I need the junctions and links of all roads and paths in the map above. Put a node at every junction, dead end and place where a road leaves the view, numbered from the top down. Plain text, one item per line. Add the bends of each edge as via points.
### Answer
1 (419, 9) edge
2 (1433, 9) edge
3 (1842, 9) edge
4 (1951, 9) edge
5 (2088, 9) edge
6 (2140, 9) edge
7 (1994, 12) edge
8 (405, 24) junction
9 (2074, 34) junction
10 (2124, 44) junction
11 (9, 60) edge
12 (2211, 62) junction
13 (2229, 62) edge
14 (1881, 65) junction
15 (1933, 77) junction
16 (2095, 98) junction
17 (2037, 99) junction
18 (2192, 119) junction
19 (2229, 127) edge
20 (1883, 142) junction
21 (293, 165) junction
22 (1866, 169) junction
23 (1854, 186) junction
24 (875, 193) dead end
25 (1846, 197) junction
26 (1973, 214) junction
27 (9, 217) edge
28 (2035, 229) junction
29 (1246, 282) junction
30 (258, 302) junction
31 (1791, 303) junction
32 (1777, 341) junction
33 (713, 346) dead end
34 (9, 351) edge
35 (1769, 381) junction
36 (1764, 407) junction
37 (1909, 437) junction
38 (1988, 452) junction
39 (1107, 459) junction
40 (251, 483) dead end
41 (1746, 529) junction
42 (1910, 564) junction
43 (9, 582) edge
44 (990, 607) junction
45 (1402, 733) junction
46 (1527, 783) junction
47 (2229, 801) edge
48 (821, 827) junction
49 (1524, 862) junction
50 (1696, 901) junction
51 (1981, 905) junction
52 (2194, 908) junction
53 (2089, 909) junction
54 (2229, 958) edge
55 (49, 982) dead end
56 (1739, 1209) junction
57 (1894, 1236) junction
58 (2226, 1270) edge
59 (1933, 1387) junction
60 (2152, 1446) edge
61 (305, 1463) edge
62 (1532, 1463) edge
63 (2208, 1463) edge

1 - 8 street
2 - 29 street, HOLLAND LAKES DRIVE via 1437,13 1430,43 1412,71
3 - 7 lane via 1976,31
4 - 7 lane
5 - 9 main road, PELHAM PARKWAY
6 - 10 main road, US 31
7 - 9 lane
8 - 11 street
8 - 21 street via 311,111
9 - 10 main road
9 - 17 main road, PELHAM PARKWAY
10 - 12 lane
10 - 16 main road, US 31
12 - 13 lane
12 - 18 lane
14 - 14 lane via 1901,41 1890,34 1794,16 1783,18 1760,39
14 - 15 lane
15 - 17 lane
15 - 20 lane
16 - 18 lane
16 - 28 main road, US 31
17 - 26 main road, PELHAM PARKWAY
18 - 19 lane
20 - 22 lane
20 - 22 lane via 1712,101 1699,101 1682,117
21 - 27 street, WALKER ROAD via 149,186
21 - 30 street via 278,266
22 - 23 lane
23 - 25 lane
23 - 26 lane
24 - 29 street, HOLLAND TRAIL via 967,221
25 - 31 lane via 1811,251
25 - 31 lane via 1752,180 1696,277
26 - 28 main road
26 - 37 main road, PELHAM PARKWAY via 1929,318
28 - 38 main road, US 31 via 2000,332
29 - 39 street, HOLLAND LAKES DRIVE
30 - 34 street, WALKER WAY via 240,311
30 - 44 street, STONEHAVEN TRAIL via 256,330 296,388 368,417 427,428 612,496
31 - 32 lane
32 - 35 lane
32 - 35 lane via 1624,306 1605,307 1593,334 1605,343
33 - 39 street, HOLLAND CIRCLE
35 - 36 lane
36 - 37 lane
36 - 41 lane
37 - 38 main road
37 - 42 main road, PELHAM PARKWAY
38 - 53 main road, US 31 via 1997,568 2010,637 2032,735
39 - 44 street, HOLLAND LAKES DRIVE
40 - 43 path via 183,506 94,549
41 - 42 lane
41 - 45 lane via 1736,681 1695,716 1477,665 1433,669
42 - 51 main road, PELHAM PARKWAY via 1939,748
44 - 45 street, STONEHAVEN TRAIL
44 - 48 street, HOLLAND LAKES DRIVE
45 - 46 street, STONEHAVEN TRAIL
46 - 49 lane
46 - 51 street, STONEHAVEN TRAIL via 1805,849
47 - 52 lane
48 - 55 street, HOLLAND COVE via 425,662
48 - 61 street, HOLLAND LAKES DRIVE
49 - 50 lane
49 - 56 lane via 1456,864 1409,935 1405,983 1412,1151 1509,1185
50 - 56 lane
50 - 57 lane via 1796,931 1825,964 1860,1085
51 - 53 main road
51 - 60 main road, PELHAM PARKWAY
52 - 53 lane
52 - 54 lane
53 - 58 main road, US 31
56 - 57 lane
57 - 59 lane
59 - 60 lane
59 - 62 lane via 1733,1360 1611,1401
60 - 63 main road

__________________________________________________

What the task asks
Whenever the string "DRIVE" turns up in a line of the data, copy that line.

Response
2 - 29 street, HOLLAND LAKES DRIVE via 1437,13 1430,43 1412,71
29 - 39 street, HOLLAND LAKES DRIVE
39 - 44 street, HOLLAND LAKES DRIVE
44 - 48 street, HOLLAND LAKES DRIVE
48 - 61 street, HOLLAND LAKES DRIVE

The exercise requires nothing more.